## EXERCISE MATERIAL
□ □ □ □ □

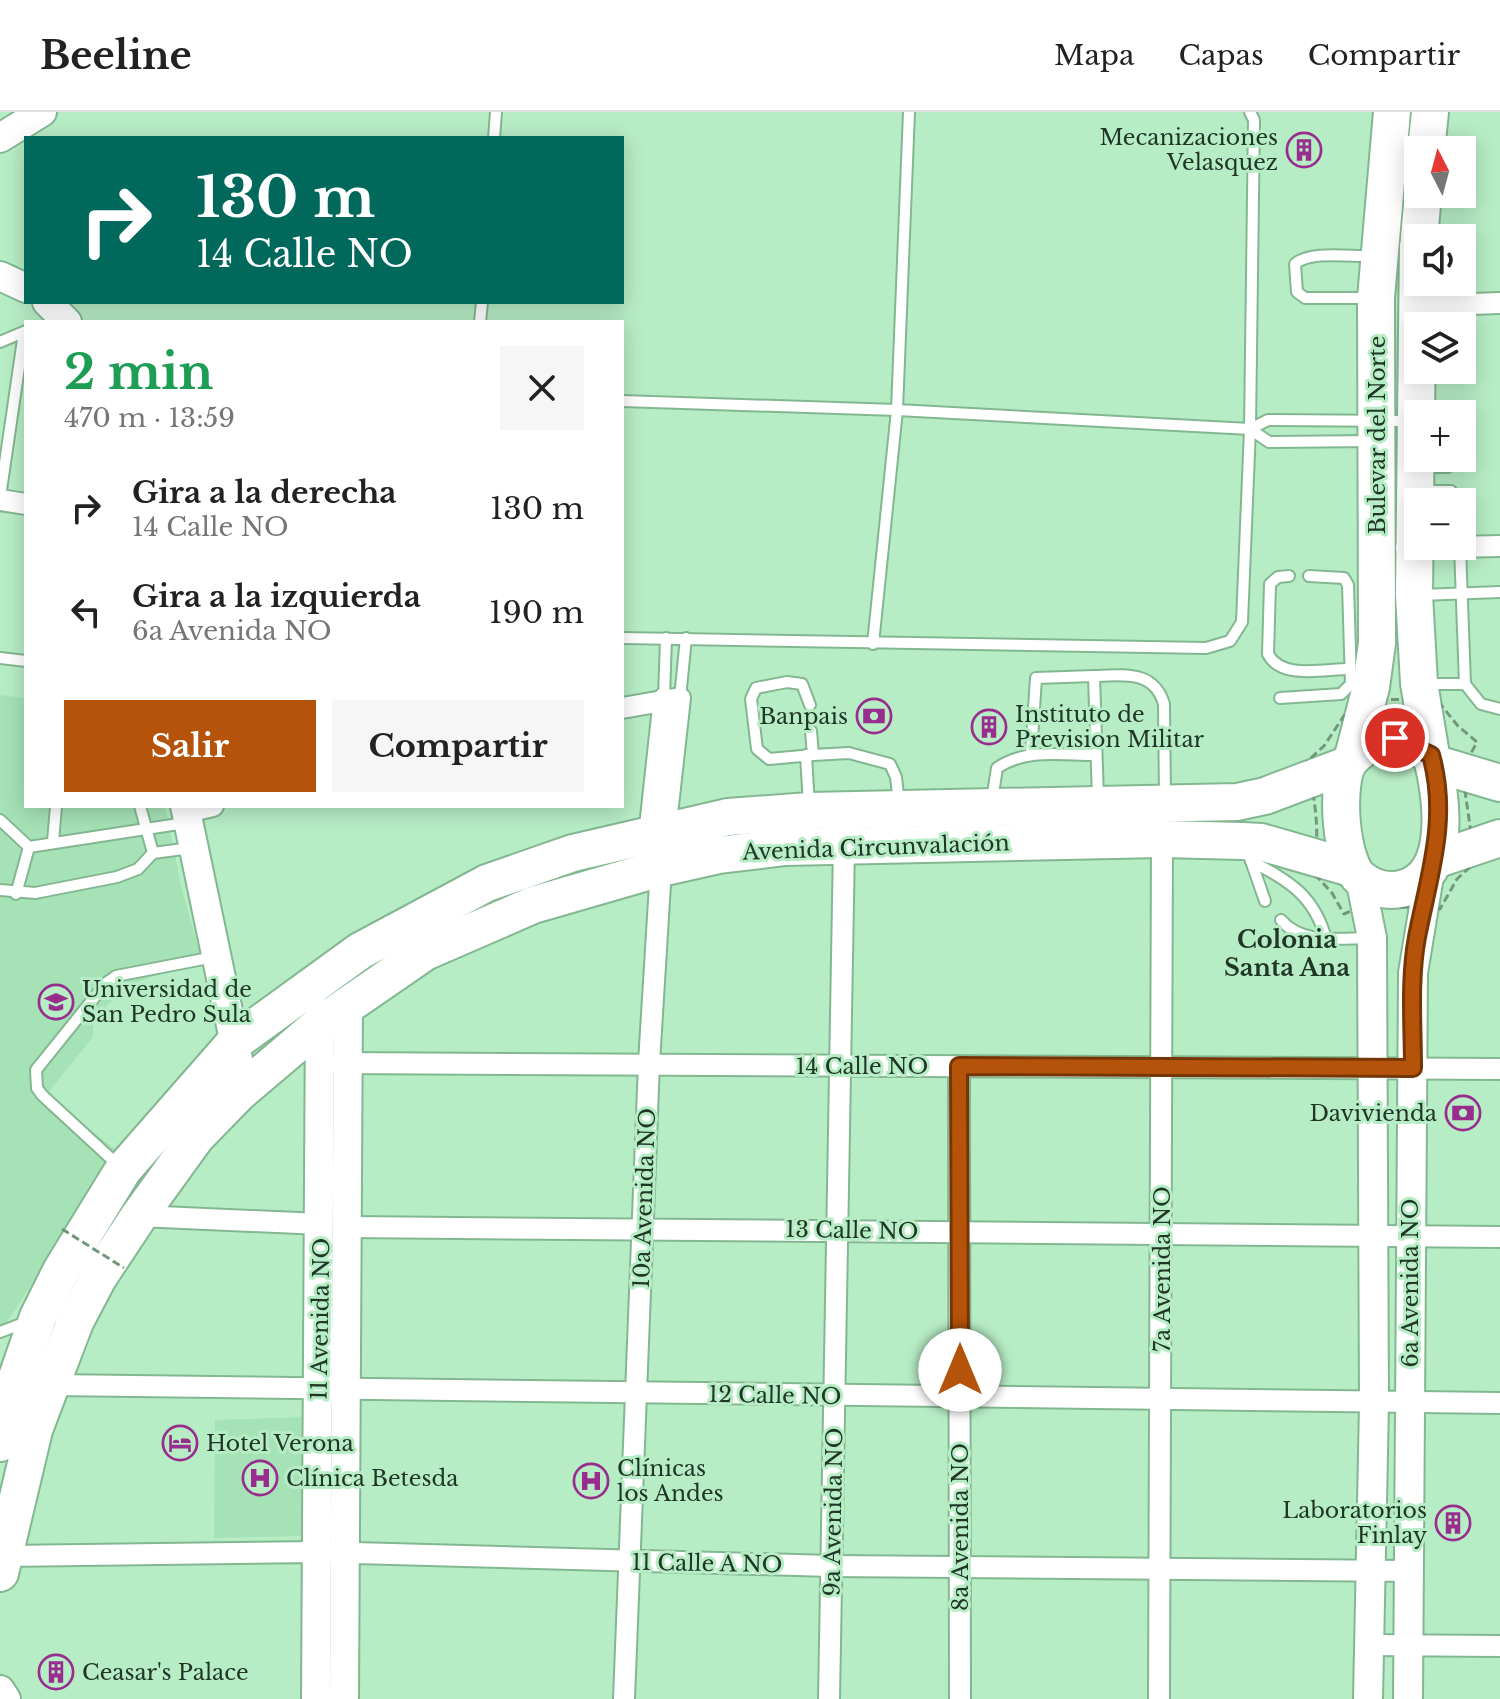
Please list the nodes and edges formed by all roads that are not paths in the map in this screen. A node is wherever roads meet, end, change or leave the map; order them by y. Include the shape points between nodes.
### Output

□ □ □ □ □

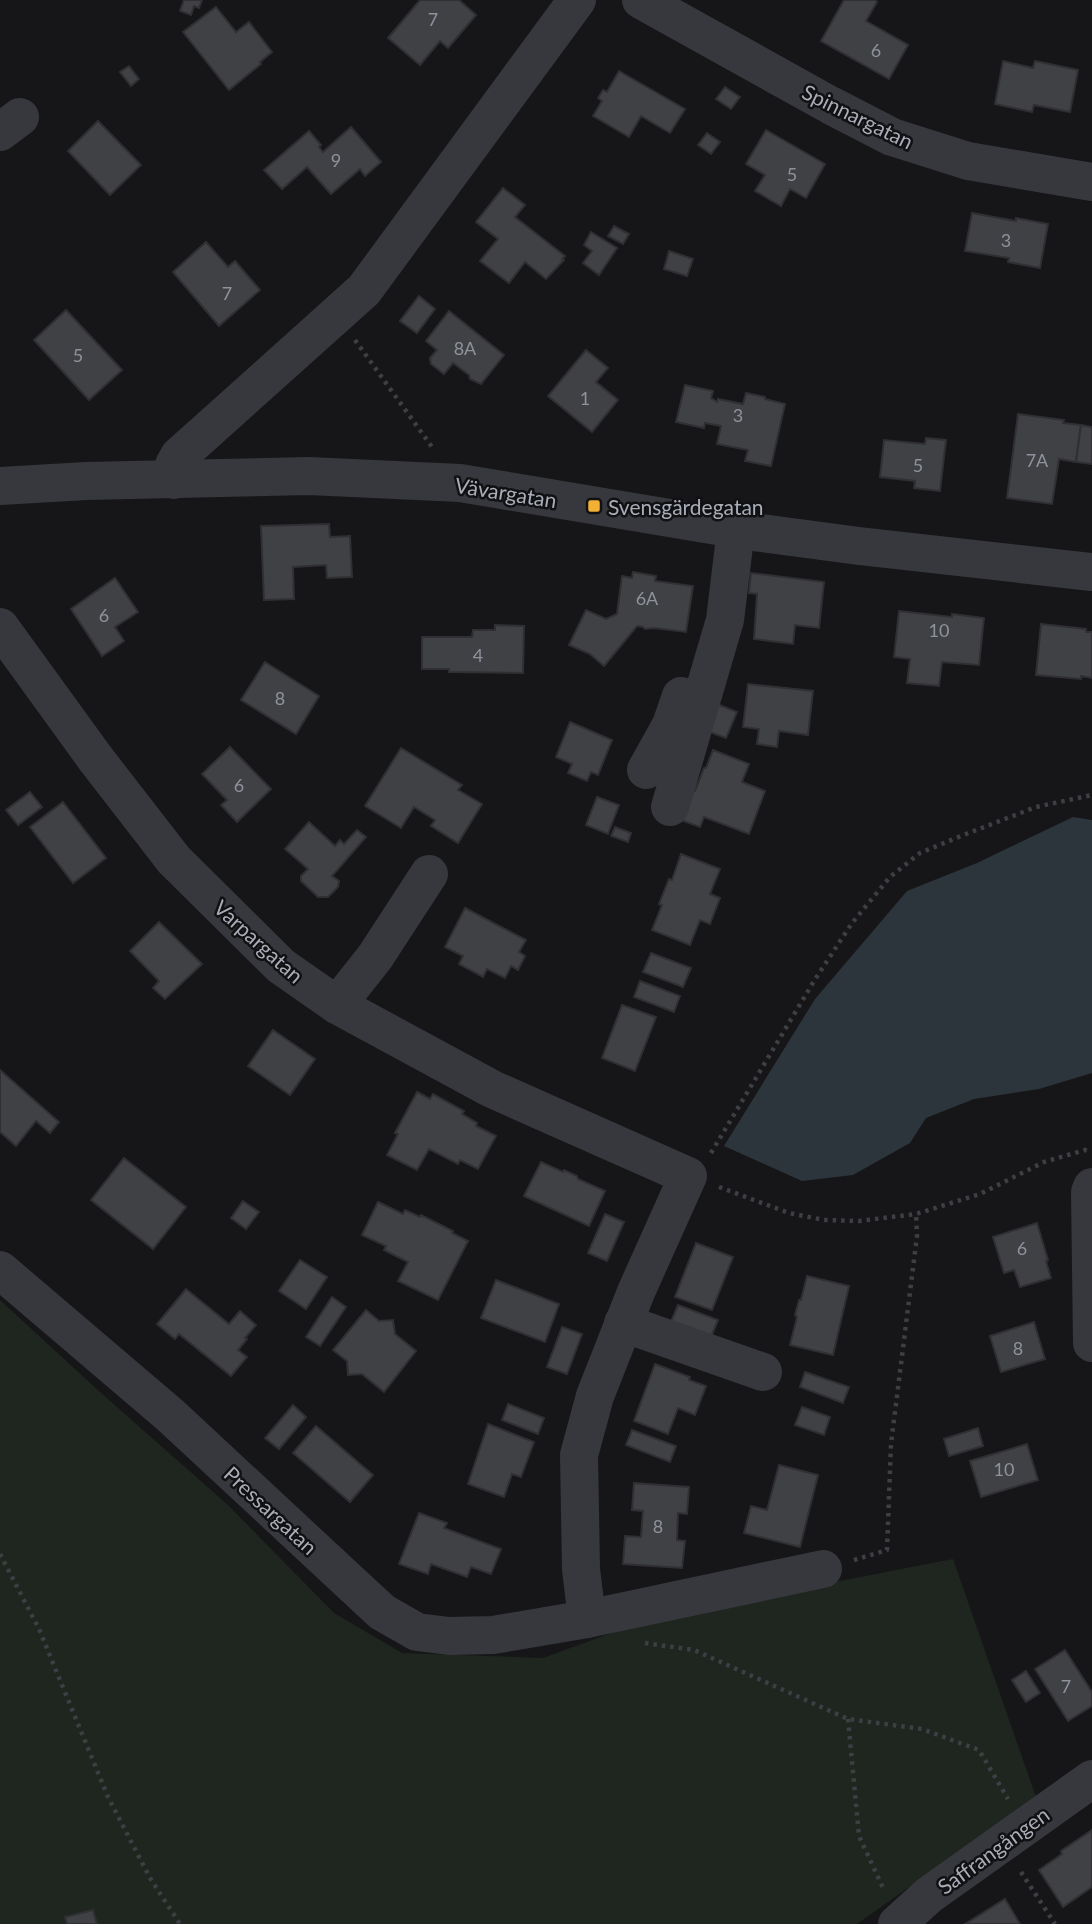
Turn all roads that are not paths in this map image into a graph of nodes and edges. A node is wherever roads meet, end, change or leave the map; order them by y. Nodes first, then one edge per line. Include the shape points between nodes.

□ □ □ □ □

## WORK REQUEST
Show each line of the material holding "that".

## EXERCISE RESULT
Please list the nodes and edges formed by all roads that are not paths in the map in this screen. A node is wherever roads meet, end, change or leave the map; order them by y. Include the shape points between nodes.
Turn all roads that are not paths in this map image into a graph of nodes and edges. A node is wherever roads meet, end, change or leave the map; order them by y. Nodes first, then one edge per line. Include the shape points between nodes.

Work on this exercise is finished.